▶ [Task description]: Your response should be a copy of each line in the listing below that includes the word "stream".

*** Opening of Information ***

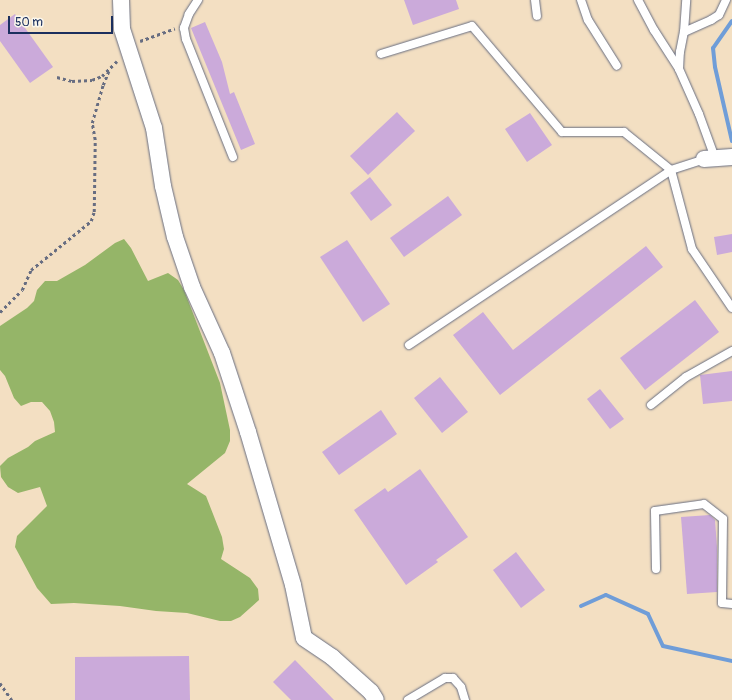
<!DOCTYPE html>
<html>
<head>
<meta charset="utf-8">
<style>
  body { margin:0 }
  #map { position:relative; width:732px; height:700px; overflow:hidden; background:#f3dfc2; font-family:Pangolin,sans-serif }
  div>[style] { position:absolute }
  .forest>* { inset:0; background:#95b568 }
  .stream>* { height:4px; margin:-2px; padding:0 2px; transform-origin:2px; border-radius:2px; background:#6f9dd8 }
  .building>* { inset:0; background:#cbaada }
  .path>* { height:2.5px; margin-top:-1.25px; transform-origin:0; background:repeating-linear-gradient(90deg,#676d81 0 3px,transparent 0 6px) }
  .roads { filter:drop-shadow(0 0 1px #676d81) drop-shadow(0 0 1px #676d81) }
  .service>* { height:8px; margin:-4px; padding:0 4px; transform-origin:4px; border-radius:4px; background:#fff }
  .minor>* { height:16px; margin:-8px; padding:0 8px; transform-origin:8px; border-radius:8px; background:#fff }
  span { translate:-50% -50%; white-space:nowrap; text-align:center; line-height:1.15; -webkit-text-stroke:3.5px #fbf7ec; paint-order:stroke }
  .scale { position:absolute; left:8px; top:16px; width:105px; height:18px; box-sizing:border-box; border:2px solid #1b2f5e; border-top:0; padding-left:5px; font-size:12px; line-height:14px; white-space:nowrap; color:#1b2f5e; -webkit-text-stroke:3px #fbf7ec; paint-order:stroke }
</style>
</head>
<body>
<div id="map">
  <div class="forest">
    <i style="clip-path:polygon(124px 239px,131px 248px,148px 281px,168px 273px,178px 280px,184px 290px,220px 383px,230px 430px,230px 441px,225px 453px,187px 484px,206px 496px,222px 537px,224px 549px,221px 559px,250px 578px,258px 589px,259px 600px,240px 617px,231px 621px,220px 621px,187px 613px,156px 611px,120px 606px,74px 603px,51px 604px,37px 588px,15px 547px,17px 536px,47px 506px,40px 487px,18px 493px,8px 487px,1px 477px,0 466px,8px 458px,28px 447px,35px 441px,55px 432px,54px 422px,50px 411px,42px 402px,31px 402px,21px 406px,14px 398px,5px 376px,0 370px,0 326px,27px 308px,34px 301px,37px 290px,45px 281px,57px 281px,85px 265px,115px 243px)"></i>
  </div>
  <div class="stream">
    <i style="left:732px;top:21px;width:33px;rotate:125deg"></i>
    <i style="left:713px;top:48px;width:19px;rotate:84deg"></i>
    <i style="left:715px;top:67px;width:76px;rotate:77.1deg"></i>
    <i style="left:581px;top:606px;width:27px;rotate:-24deg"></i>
    <i style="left:606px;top:595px;width:46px;rotate:24.3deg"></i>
    <i style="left:648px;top:614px;width:35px;rotate:65deg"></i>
    <i style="left:663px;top:646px;width:71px;rotate:12.3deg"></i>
  </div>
  <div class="building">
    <i style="clip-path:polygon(404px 0,456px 0,459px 9px,413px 25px)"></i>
    <i style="clip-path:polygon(15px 14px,53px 67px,30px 83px,0 41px,0 25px)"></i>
    <i style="clip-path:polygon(205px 22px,222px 62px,230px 94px,234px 92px,255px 144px,241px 150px,191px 28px)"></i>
    <i style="clip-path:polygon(397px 112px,415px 131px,368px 175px,350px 156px)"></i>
    <i style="clip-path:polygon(530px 113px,552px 145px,527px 162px,505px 129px)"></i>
    <i style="clip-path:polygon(370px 177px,392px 205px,371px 221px,350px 193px)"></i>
    <i style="clip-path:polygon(448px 196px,462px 215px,404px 257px,390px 238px)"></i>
    <i style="clip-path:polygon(732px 234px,732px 252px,717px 255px,714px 237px)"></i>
    <i style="clip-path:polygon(347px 240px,390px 304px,363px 322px,320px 257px)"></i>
    <i style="clip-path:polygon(646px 246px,663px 267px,500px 395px,453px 335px,483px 312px,513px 350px)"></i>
    <i style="clip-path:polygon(695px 300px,719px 332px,645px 390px,620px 358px)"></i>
    <i style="clip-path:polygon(732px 371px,732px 401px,703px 404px,700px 375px)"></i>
    <i style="clip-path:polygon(440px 377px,468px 412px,442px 433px,414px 398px)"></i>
    <i style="clip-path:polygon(600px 389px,624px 419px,610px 429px,587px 399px)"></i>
    <i style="clip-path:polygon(381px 410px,397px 434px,339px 475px,322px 452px)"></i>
    <i style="clip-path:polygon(420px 469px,468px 537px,436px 560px,438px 562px,406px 585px,354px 510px,385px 488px,388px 492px)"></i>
    <i style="clip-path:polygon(710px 515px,715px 520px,717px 548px,717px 592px,687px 594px,681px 517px)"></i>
    <i style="clip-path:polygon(516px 552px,545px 590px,521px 608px,493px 570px)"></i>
    <i style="clip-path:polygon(189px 656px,190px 700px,75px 700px,75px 657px)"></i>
    <i style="clip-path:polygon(295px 660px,334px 700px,291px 700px,273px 682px)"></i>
  </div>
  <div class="path">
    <i style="left:140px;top:41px;width:37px;rotate:-20deg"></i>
    <i style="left:57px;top:77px;width:16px;rotate:15deg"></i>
    <i style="left:72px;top:81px;width:20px;rotate:-3deg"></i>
    <i style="left:92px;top:80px;width:11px;rotate:-22deg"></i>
    <i style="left:102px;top:76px;width:21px;rotate:-45deg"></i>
    <i style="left:0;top:312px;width:31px;rotate:-45deg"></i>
    <i style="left:22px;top:290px;width:22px;rotate:-66deg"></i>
    <i style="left:31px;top:270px;width:77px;rotate:-39.2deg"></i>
    <i style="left:91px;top:221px;width:9px;rotate:-72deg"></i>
    <i style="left:94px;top:212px;width:72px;rotate:-89.2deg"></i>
    <i style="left:95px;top:140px;width:17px;rotate:-100deg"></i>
    <i style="left:92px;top:123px;width:40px;rotate:-74deg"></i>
    <i style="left:103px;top:85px;width:16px;rotate:-68deg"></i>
    <i style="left:0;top:683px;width:21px;rotate:55deg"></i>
  </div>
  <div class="roads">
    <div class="service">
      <i style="left:198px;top:0;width:17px;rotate:123deg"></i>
      <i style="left:189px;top:14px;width:15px;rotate:110deg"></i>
      <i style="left:184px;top:28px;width:11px;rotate:80deg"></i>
      <i style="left:186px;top:39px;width:127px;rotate:68.3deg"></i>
      <i style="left:535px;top:0;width:16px;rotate:83deg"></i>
      <i style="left:581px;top:0;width:21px;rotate:71deg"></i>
      <i style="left:588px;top:20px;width:54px;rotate:57.8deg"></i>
      <i style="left:638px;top:0;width:34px;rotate:62deg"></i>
      <i style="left:654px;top:30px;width:46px;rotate:57.3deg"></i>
      <i style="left:679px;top:69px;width:49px;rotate:66deg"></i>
      <i style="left:699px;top:114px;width:47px;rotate:70deg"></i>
      <i style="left:684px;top:32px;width:30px;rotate:-24deg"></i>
      <i style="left:711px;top:20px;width:9px;rotate:-32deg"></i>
      <i style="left:719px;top:15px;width:17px;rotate:-65deg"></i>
      <i style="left:381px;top:54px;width:95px;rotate:-17.1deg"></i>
      <i style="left:472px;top:26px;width:139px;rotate:49.7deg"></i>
      <i style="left:562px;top:132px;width:62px"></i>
      <i style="left:624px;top:132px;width:60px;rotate:39deg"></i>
      <i style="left:671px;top:170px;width:35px;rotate:-18deg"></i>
      <i style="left:679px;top:69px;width:17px;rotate:-87deg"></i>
      <i style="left:680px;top:52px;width:20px;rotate:-79deg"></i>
      <i style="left:684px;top:32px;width:32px;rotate:-86deg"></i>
      <i style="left:409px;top:345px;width:315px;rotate:-33.7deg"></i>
      <i style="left:671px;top:170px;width:82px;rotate:75.1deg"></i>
      <i style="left:692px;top:249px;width:71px;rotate:55.9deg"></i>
      <i style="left:651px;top:405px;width:45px;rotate:-38.7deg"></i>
      <i style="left:686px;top:377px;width:53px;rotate:-29.5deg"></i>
      <i style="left:656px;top:569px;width:58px;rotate:-91deg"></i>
      <i style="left:655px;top:511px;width:49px;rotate:-8.1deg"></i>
      <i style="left:704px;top:504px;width:24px;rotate:38deg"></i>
      <i style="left:723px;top:519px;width:84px;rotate:90.7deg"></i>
      <i style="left:722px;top:603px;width:10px;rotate:6deg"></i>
      <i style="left:408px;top:700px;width:43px;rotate:-30.7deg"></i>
      <i style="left:445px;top:678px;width:8px"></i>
      <i style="left:453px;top:678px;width:12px;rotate:48deg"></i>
      <i style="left:461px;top:687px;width:14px;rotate:73deg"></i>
    </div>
    <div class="minor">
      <i style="left:121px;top:0;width:29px;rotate:88deg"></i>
      <i style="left:122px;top:29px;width:104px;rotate:72.1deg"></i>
      <i style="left:154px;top:128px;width:59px;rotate:81.2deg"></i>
      <i style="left:163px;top:186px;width:52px;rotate:76.8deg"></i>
      <i style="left:175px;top:237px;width:53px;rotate:71.2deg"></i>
      <i style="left:192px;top:287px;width:72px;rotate:65.6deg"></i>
      <i style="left:222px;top:353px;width:83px;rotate:71.8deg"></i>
      <i style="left:248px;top:432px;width:159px;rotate:73.6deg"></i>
      <i style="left:293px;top:585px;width:54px;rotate:78.3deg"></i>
      <i style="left:304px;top:638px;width:34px;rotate:34deg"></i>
      <i style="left:332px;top:657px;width:52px;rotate:41.9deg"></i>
      <i style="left:371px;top:692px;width:9px;rotate:58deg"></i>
      <i style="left:704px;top:159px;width:28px;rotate:-4deg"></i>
    </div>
  </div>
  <div class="scale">50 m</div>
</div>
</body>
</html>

*** Close of Information ***

▶ [Answer for the task]:
  .stream>* { height:4px; margin:-2px; padding:0 2px; transform-origin:2px; border-radius:2px; background:#6f9dd8 }
  <div class="stream">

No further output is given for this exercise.